I know exactly of the problem you're talking about.

Years ago, I had worked with a LARP to help them develop their maps and used Adobe Illustrator (versions 88 and 3.X). At the time, my fantasy gaming was done using canned milieus (Greyhawk, et. al) and I never needed to worry about mapping my own world.

About 20 years ago, I've been working on developing a notion for my own gaming world. I began with sketches which I traced in MS Paint. To say they were bad would be an understatement. However, since I refuse to throw out most of my gaming stuff, they were shoved into a folder called "Gaming World" buried in the recesses of my hard drive. Fast forward to 6, maybe 7, years ago, I decided it was time to move forward with all of the ideas I had.

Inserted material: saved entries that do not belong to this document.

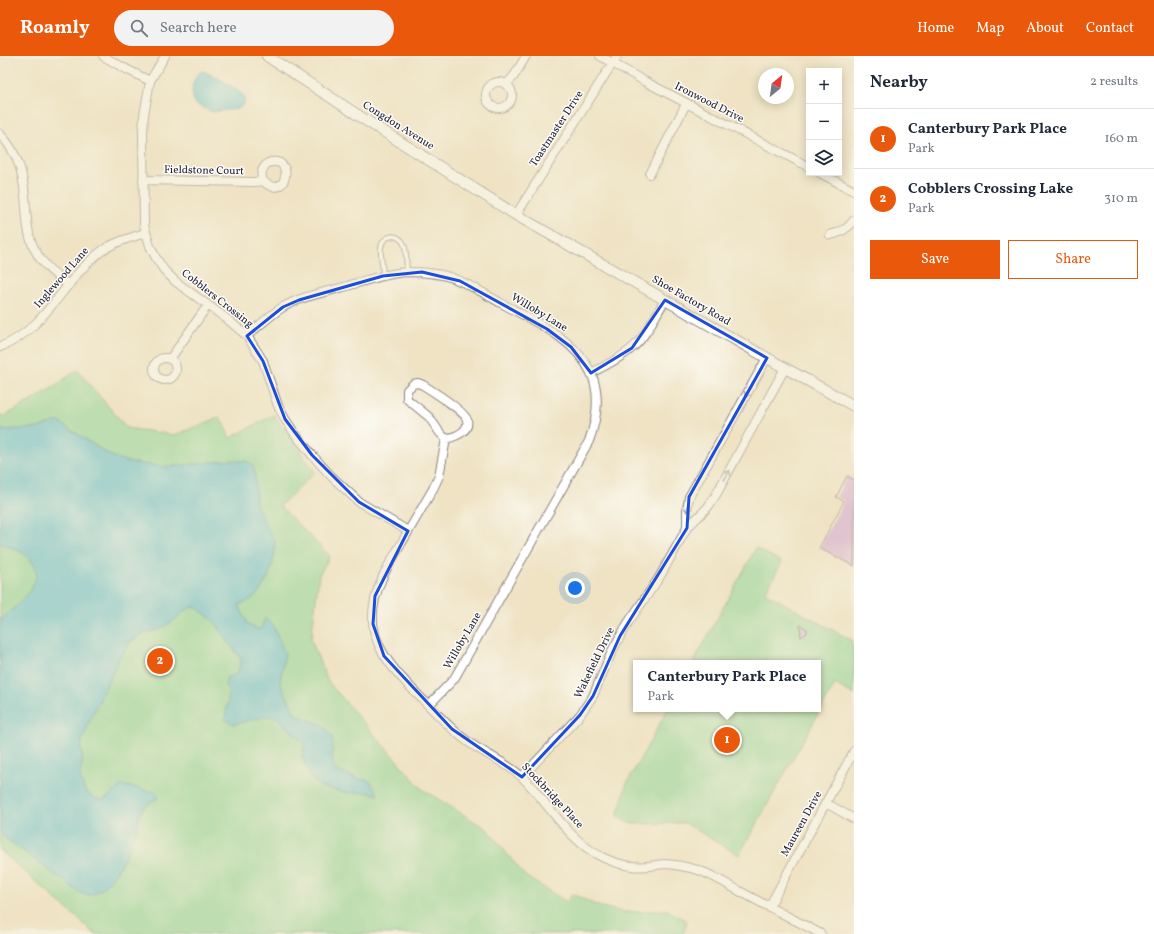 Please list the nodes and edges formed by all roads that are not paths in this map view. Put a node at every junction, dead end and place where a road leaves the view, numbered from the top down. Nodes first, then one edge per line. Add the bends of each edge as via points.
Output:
1 (103, 56) edge
2 (164, 56) edge
3 (267, 56) edge
4 (526, 56) edge
5 (600, 56) edge
6 (617, 56) edge
7 (612, 63) junction
8 (150, 81) junction
9 (506, 85) dead end
10 (686, 104) junction
11 (0, 134) edge
12 (806, 165) edge
13 (650, 174) dead end
14 (826, 176) edge
15 (144, 180) junction
16 (263, 181) dead end
17 (854, 191) edge
18 (516, 215) junction
19 (854, 220) edge
20 (146, 233) junction
21 (830, 235) dead end
22 (407, 272) junction
23 (383, 276) junction
24 (69, 285) junction
25 (665, 300) junction
26 (208, 305) junction
27 (247, 336) junction
28 (0, 347) edge
29 (767, 358) junction
30 (170, 359) dead end
31 (785, 368) junction
32 (591, 373) junction
33 (854, 406) edge
34 (446, 439) junction
35 (687, 528) junction
36 (408, 531) junction
37 (429, 705) junction
38 (854, 751) edge
39 (522, 777) junction
40 (826, 804) junction
41 (854, 819) edge
42 (769, 907) junction
43 (821, 934) edge

1 - 8 street
2 - 8 street, Cobblers Crossing
3 - 18 street, Congdon Avenue
4 - 9 street
5 - 7 street, Ironwood Drive
6 - 7 street, Toastmaster Drive
7 - 10 street, Ironwood Drive
7 - 18 street, Toastmaster Drive
8 - 15 street, Cobblers Crossing via 143,121
10 - 12 street, Ironwood Drive
10 - 13 street
11 - 24 street via 16,155 25,191 26,220 35,250 55,275
14 - 17 street
15 - 16 street, Fieldstone Court
15 - 20 street, Cobblers Crossing via 143,211
18 - 25 street, Shoe Factory Road
19 - 21 street via 840,233
20 - 24 street, Inglewood Lane via 123,239 104,249 93,257
20 - 26 street, Cobblers Crossing via 164,270
22 - 23 street, Willoby Lane
22 - 23 lane via 404,244 401,239 391,236 385,239 382,245
22 - 32 street, Willoby Lane via 441,274 481,292 560,337 581,357
23 - 27 street, Willoby Lane via 283,307
24 - 28 street, Inglewood Lane via 26,334
25 - 29 street, Shoe Factory Road
25 - 32 street via 632,348
26 - 27 street, Cobblers Crossing
26 - 30 street
27 - 36 street, Cobblers Crossing via 263,361 278,406 303,445 350,495
29 - 31 street, Shoe Factory Road
29 -> 35 street, Wakefield Drive via 689,498
31 - 33 street, Shoe Factory Road
35 -> 31 street, Wakefield Drive via 708,507 717,493
32 - 37 street, Willoby Lane via 597,402 594,427 589,441 454,679
34 - 34 street via 429,417 407,399 407,390 413,384 423,385 456,408 468,420 464,431
34 - 36 street, Stockbridge Place via 434,489
35 - 39 street, Wakefield Drive via 659,578 620,636 587,706
36 - 37 street, Stockbridge Place via 380,582 375,596 374,624 379,648 384,656
37 - 39 street, Stockbridge Place via 467,742
38 - 40 street, Maureen Drive
39 - 42 street, Stockbridge Place via 571,834 601,856 624,865 642,867 663,864 698,870
40 - 41 street
40 - 42 street, Maureen Drive
42 - 43 street, Stockbridge Place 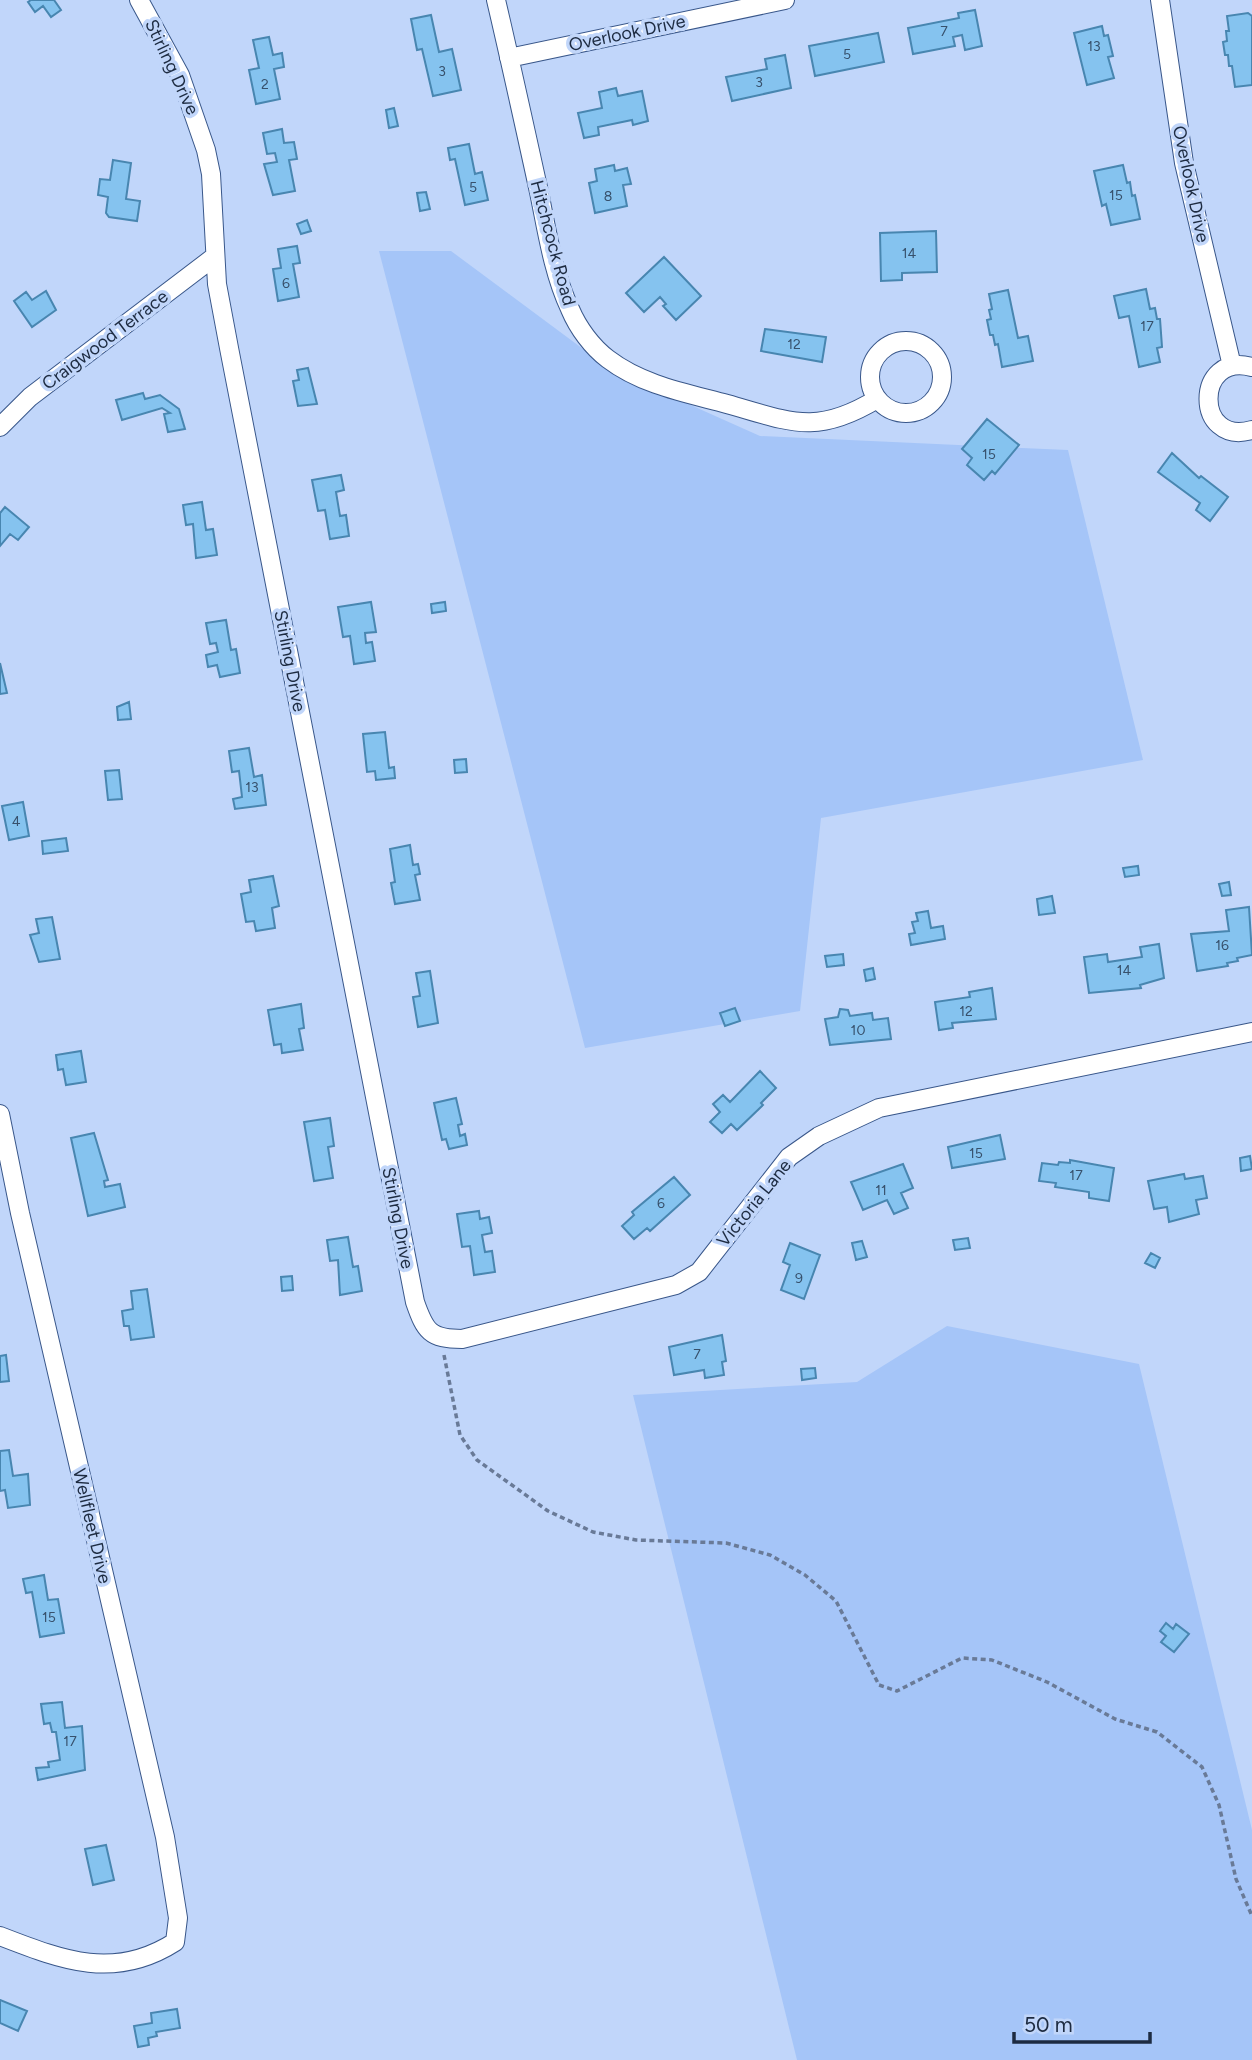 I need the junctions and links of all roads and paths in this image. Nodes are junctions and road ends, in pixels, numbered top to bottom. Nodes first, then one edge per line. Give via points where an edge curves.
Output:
1 (139, 0) edge
2 (496, 0) edge
3 (785, 0) edge
4 (1160, 0) edge
5 (509, 58) junction
6 (214, 257) junction
7 (1232, 366) junction
8 (1252, 367) edge
9 (877, 399) junction
10 (0, 427) edge
11 (1252, 430) edge
12 (1252, 1032) edge
13 (0, 1114) edge
14 (434, 1335) junction
15 (1252, 1916) edge
16 (0, 1936) edge

1 - 6 street, Stirling Drive via 175,64 199,123 211,174
2 - 5 street, Hitchcock Road
3 - 5 street, Overlook Drive
4 - 7 street, Overlook Drive via 1184,163
5 - 9 street, Hitchcock Road via 562,289 588,339 607,358 656,384 793,422 837,420
6 - 10 street, Craigwood Terrace via 30,397
6 - 14 street, Stirling Drive via 412,1289
7 - 8 street
7 - 11 street via 1210,385 1208,407 1227,429
9 - 9 street via 870,377 872,362 881,350 910,341 936,356 942,379 927,406 897,412
12 - 14 street, Victoria Lane via 879,1108 819,1136 789,1157 699,1272 676,1285 462,1339
13 - 16 street, Wellfleet Drive via 165,1837 178,1917 175,1938 151,1957 90,1964 59,1959
14 - 15 path via 460,1435 477,1460 548,1511 593,1532 636,1540 726,1542 770,1555 805,1575 836,1601 879,1685 897,1691 962,1658 992,1660 1047,1682 1115,1718 1157,1732 1202,1767 1219,1805 1236,1879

The first thing I decided to do was investigate software to do this all electronically. Ha! I was going to get on top of this and do it right so I looked into some of the GIS packages which were available at the time. Didn't take me long to realize that I didn't have the time to learn a new technology so I opted to go with what I knew, which was the vector desktop graphics route as well. The problem was that Adobe Illustrator was still ridiculously expensive for my purposes.

I looked at what my options were and selected Inkscape. It's not the most robust program, but it was the first one I found which met my requirements and my price point (in this case, free). While I wouldn't recommend that you plan to use Inkscape for a major gaming world mapping project, its strength lies in the fact that it allowed me to autotrace the scans of the maps I had made over the years, saving me HOURS of manual tracing coastlines. It also allowed me to edit and save all of my work in SVG files.

After the project became too cumbersome for Inkscape, I found that Autodesk had released its iDraw product into the public domain and was being sold as a new package called Graphic. I picked up Graphic and it's been a much easier project since. I've figured out the beauty of using layers to store content and it's allowed me to make some very rich maps without too much effort.

There are other packages out there, Affinity Designer is one that comes to mind, which probably do as much (maybe more) than Graphic.